Interest for Surface RT Dropped After Launch, Study Reveals

The latest report from Parks Associates claims that consumers will purchase an Apple iPad over Amazon's Kindle Fire line this holiday season.

While that information really isn't all the surprising, the report claims that 44-percent of the holiday tablet shoppers will go with the older iPad 2 whereas 24-percent will purchase a Kindle Fire. The Surface RT tablet will come in third with a 21-percent tablet holiday market share followed by Google's Nexus tablets at 12-percent.

According to the report, Microsoft's ARM-based Surface with Windows RT was a desired product by 45-percent of the tablet seekers in 3Q12. But once the pricing and product details were announced, that desire to have a Surface RT tablet dropped to the current 21-percent level.

"Parks Associates’ holiday survey from October-November 2012 shows, for the first time, more U.S. broadband households plan to purchase a tablet than a laptop, netbook, or Ultrabook," the firm said on Friday. "33-percent of U.S.  broadband households now own a tablet, up from 15-percent last year, and Parks Associates forecasts 66-percent of U.S. broadband households will have a tablet by 2013."

The report also claims that the just-released iPad mini may cannibalize some iPad sales, as 40-percent of the iPad "intenders" expressed an interest in the smaller tablet.
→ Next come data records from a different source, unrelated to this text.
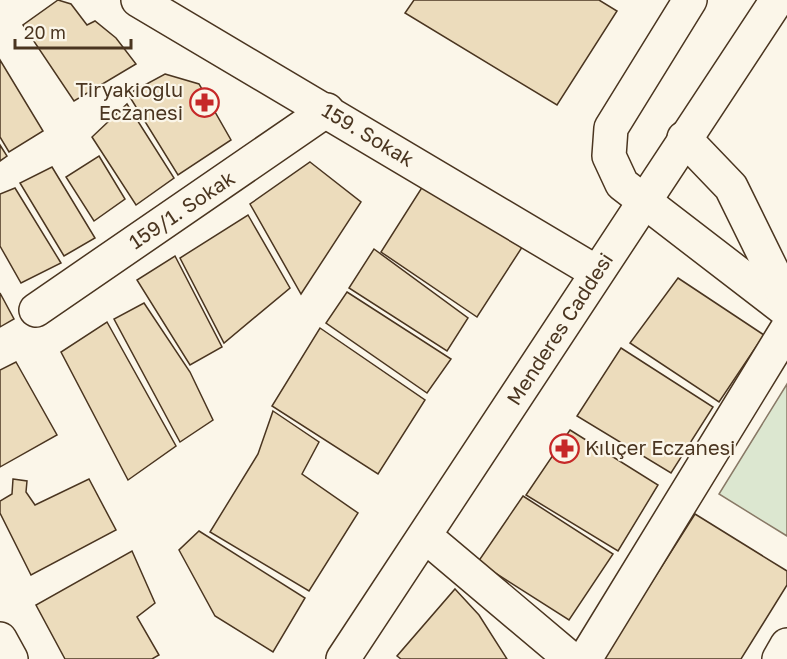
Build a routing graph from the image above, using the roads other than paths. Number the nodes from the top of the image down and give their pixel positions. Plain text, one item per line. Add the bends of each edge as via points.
1 (138, 0) edge
2 (690, 0) edge
3 (777, 0) edge
4 (327, 110) junction
5 (684, 138) junction
6 (645, 199) junction
7 (596, 272) junction
8 (787, 301) edge
9 (36, 310) dead end
10 (787, 311) edge
11 (787, 329) edge
12 (425, 536) junction
13 (0, 639) edge
14 (787, 645) edge
15 (10, 659) edge
16 (343, 659) edge
17 (571, 659) edge
18 (585, 659) edge
19 (779, 659) edge

1 - 4 street, 159. Sokak
2 - 6 street via 611,128 609,156 622,184
3 - 5 street, Menderes Caddesi
4 - 7 street, 159. Sokak
4 - 9 street, 159/1. Sokak
5 - 6 street, Menderes Caddesi
5 - 8 street via 731,187
6 - 7 street, Menderes Caddesi
6 - 10 street
7 - 12 street, Menderes Caddesi
11 - 18 street
12 - 16 street, Menderes Caddesi
12 - 17 street
13 - 15 street
14 - 19 street

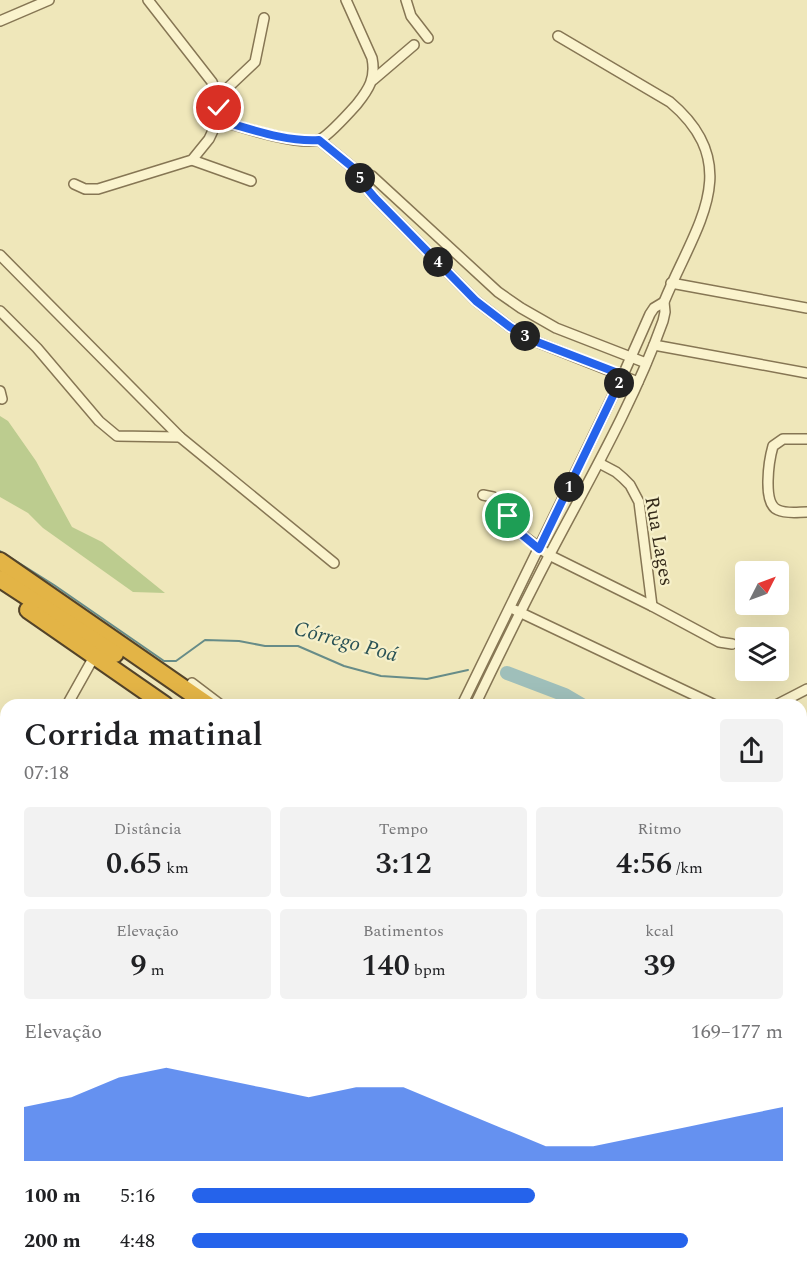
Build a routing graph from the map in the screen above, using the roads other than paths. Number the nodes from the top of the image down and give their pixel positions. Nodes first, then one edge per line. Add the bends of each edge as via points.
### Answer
1 (48, 0) edge
2 (148, 0) edge
3 (346, 0) edge
4 (406, 0) edge
5 (264, 18) dead end
6 (0, 21) edge
7 (558, 36) dead end
8 (428, 38) dead end
9 (414, 45) dead end
10 (373, 80) junction
11 (218, 97) junction
12 (218, 120) junction
13 (319, 140) junction
14 (192, 160) junction
15 (357, 171) junction
16 (251, 181) dead end
17 (74, 184) dead end
18 (0, 255) edge
19 (671, 283) junction
20 (664, 302) junction
21 (807, 308) edge
22 (0, 311) edge
23 (654, 345) junction
24 (631, 357) junction
25 (646, 363) junction
26 (807, 373) edge
27 (623, 375) junction
28 (638, 382) junction
29 (180, 437) junction
30 (807, 439) edge
31 (599, 463) junction
32 (483, 495) dead end
33 (807, 512) edge
34 (539, 549) junction
35 (549, 555) junction
36 (0, 561) edge
37 (334, 563) dead end
38 (0, 579) edge
39 (0, 591) edge
40 (652, 606) junction
41 (510, 608) junction
42 (521, 613) junction
43 (732, 644) dead end
44 (494, 653) junction
45 (95, 655) junction
46 (192, 683) dead end
47 (807, 689) edge
48 (70, 699) edge
49 (157, 699) edge
50 (182, 699) edge
51 (199, 699) edge
52 (213, 699) edge
53 (466, 699) edge
54 (477, 699) edge
55 (702, 699) edge
56 (788, 699) edge

1 - 6 street
2 - 11 street via 212,82
3 - 10 street via 372,58
4 - 8 street via 411,16
5 - 11 street via 255,62
7 - 19 street via 670,102 694,125 707,151 711,172 709,194
9 - 10 street
10 - 13 street via 356,105
11 - 12 street
12 - 13 street via 282,138
12 - 14 street
13 - 15 street
14 - 16 street
14 - 17 street via 98,189
15 - 24 street via 372,176 498,292 521,308 556,328
15 - 27 street via 375,198 495,316 532,340
18 - 29 street
19 - 20 street
19 - 21 street
20 - 23 street via 665,312
20 - 24 street via 650,314
22 - 29 street via 117,436
23 - 25 street
23 - 26 street
24 - 25 street
24 - 27 street
25 - 28 street
27 - 28 street
27 - 34 street
28 - 31 street
29 - 37 street
30 - 33 street via 783,439 772,446 768,491 771,507 776,510
31 - 35 street
31 - 40 street, Rua Lages via 623,478 639,502
32 - 34 street via 499,503 513,525
34 - 35 street
34 - 41 street
35 - 40 street
35 - 42 street
36 - 51 highway
38 - 50 highway
39 - 45 highway
40 - 43 street via 719,642
41 - 42 street
41 - 44 street
42 - 44 street
42 - 55 street
44 - 53 street
44 - 54 street
45 - 48 street
45 - 49 highway
46 - 52 street
47 - 56 street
The numbers generated in this report stems from a survey conducted by Parks Associates, and don't reflect true retail numbers, but rather a level of interest by survey participants. According to the firm, the $5,000 report "details consumer intentions to purchase consumer electronics devices during the 2012 holiday shopping season. It profiles the most desired products and brands, budgets, and the purchase process. It also provides a deep-dive analysis on tablets—one of the hottest CE devices this year."

It will be interesting to see the final holiday tablet sales come January. Currently the iPad mini doesn't seem to be too much of a disruption, and Google is having a hard time keeping its new Nexus 10 "Jelly Bean" tablet in stock. That said, consumer dollars will speak more about desire than a simple survey.

Did consumers really lose interest once Microsoft revealed the Surface RT's pricing and hardware specs? Only Microsoft knows the real numbers right now, but the company is now releasing the tablet to retailers early rather than making the gadget a Microsoft Store exclusive until January. Current unit sales may have something to do with that.

Regardless, there's a genuine interest for tablets, as the Parks Associates report points out. That's a good thing, as it means Americans have the dollars to spend even if it may not be towards a monster desktop or a blazing fast laptop.

“Consumer purchase intentions continue to rise," said John Barrett, Director, Consumer Analytics, Parks Associates. "Concerns about the economy appear to be waning, and more households plan to purchase CE devices this year than last year. All of this will translate into a very Merry Christmas."

Agreed.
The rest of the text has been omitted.